What the task requires. With "dead" as the search word, show every line of the material that has it.

Segment Start: Available data

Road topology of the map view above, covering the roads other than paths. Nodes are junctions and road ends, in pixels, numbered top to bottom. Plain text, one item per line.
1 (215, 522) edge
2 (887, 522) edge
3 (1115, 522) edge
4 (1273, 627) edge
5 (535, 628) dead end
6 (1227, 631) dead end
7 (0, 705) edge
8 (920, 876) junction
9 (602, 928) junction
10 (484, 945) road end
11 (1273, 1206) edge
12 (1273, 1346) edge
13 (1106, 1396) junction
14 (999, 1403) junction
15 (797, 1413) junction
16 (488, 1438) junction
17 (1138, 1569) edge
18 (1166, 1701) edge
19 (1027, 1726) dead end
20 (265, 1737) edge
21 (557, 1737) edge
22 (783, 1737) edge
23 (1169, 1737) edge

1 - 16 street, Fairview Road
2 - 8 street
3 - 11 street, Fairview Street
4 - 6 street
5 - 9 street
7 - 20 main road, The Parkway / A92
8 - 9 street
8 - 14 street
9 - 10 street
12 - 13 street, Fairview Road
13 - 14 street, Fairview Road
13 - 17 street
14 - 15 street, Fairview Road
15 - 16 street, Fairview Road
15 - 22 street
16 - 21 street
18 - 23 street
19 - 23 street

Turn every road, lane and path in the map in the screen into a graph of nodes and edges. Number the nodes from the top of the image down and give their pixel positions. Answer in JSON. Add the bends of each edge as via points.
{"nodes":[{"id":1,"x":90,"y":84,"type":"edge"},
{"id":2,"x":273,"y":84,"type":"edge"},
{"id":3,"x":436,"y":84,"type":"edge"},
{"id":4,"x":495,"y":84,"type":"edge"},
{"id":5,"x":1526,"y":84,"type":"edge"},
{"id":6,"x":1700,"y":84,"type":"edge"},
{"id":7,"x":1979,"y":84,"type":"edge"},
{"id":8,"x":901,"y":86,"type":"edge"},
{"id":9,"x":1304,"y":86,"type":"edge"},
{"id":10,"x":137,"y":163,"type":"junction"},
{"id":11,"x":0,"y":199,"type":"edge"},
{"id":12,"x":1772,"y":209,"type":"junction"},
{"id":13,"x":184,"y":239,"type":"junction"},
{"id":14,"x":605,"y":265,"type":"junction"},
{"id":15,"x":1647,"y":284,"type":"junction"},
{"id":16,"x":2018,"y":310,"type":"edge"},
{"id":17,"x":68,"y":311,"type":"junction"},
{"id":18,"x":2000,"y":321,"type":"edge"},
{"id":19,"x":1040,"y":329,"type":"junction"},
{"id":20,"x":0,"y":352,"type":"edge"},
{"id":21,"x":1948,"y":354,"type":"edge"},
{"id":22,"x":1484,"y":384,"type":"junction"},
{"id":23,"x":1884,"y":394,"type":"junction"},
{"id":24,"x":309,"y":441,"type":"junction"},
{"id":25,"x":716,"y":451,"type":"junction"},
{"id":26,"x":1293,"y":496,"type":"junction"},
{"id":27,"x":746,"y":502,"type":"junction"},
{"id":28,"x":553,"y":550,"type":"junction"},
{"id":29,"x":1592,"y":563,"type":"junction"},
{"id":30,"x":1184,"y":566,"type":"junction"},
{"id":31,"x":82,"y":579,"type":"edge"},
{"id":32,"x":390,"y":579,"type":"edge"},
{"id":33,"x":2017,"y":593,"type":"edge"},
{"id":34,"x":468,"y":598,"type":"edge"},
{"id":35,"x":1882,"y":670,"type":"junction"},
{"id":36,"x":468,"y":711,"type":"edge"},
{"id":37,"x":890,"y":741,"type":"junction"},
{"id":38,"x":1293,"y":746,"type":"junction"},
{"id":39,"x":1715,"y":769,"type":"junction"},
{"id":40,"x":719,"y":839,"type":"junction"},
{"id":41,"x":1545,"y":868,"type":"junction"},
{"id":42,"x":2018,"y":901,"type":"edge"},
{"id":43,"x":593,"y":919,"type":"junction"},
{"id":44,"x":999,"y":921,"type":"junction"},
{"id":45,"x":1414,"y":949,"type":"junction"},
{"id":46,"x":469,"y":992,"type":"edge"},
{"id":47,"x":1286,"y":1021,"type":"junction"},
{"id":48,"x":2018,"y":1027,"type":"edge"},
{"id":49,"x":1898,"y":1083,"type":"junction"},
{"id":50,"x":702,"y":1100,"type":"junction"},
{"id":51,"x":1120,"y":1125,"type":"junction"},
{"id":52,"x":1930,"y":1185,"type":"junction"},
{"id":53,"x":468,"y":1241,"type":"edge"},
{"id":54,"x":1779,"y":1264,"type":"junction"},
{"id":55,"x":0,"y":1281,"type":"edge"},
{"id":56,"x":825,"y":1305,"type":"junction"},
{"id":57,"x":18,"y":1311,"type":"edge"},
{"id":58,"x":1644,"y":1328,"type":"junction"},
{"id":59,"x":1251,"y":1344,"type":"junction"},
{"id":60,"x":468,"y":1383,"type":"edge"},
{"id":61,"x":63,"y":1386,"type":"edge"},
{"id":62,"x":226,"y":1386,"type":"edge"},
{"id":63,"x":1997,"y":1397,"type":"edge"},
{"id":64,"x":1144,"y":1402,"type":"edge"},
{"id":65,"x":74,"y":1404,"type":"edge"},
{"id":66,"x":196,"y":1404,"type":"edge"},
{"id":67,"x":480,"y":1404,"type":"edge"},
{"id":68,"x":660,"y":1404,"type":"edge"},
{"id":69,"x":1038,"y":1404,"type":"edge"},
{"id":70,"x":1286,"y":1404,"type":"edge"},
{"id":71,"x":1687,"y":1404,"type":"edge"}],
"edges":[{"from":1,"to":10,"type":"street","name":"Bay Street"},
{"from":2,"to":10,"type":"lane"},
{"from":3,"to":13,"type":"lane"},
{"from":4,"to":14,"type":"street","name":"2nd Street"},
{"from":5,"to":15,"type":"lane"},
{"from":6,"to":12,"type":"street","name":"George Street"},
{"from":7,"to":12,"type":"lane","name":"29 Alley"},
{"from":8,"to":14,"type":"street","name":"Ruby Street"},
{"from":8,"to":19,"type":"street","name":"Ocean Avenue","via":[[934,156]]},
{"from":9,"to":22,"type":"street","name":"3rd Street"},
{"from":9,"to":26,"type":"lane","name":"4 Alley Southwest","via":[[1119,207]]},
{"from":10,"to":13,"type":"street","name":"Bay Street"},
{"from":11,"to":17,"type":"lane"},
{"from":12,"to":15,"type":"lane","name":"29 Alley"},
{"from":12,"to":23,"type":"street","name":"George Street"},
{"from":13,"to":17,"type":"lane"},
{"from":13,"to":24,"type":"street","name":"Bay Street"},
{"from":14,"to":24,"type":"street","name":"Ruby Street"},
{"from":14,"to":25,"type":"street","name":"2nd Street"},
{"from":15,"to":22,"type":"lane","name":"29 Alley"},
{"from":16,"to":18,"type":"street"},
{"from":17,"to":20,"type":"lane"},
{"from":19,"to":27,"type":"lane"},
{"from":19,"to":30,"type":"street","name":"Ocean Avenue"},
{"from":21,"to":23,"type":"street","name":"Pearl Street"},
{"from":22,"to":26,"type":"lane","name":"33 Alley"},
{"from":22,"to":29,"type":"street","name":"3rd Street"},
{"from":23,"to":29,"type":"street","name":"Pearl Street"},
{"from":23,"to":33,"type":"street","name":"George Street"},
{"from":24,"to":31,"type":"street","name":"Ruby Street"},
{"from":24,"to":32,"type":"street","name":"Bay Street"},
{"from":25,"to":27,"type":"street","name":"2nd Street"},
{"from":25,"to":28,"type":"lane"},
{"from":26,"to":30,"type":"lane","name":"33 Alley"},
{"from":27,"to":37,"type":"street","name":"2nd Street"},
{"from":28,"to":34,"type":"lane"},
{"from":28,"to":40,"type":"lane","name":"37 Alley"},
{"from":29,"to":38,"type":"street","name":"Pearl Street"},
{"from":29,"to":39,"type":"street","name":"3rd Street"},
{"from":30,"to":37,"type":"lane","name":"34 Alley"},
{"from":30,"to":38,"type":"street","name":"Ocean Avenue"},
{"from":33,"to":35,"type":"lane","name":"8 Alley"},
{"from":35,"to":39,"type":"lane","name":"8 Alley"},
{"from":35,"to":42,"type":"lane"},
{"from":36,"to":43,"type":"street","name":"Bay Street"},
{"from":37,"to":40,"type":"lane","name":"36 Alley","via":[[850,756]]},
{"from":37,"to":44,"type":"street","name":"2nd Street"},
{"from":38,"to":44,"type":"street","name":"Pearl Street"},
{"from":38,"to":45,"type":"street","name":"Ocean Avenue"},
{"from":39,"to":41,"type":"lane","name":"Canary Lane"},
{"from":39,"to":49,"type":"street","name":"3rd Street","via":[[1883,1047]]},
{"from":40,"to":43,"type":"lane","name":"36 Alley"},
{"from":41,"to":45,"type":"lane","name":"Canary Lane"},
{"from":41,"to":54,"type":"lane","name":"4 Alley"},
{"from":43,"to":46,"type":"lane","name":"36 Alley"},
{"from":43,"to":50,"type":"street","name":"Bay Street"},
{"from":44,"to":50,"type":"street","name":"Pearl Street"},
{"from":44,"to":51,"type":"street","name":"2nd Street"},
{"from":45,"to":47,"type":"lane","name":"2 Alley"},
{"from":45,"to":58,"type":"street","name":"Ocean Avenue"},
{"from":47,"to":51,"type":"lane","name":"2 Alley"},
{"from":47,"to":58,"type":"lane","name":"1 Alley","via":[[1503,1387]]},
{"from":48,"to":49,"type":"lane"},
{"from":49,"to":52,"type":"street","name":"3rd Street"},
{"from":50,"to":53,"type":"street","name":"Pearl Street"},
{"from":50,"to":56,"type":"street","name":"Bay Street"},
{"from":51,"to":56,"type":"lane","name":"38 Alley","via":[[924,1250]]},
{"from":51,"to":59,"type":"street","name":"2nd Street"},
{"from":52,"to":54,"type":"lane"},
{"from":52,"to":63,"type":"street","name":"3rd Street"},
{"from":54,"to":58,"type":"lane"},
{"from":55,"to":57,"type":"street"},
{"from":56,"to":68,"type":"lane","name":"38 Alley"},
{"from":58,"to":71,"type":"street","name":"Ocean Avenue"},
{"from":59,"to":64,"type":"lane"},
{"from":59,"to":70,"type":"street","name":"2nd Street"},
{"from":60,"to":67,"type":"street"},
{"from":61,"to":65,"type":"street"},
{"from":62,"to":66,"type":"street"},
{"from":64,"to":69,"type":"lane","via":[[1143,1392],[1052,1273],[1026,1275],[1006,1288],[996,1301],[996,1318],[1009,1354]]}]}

Segment End: Available data

Exercise output.
5 (535, 628) dead end
6 (1227, 631) dead end
19 (1027, 1726) dead end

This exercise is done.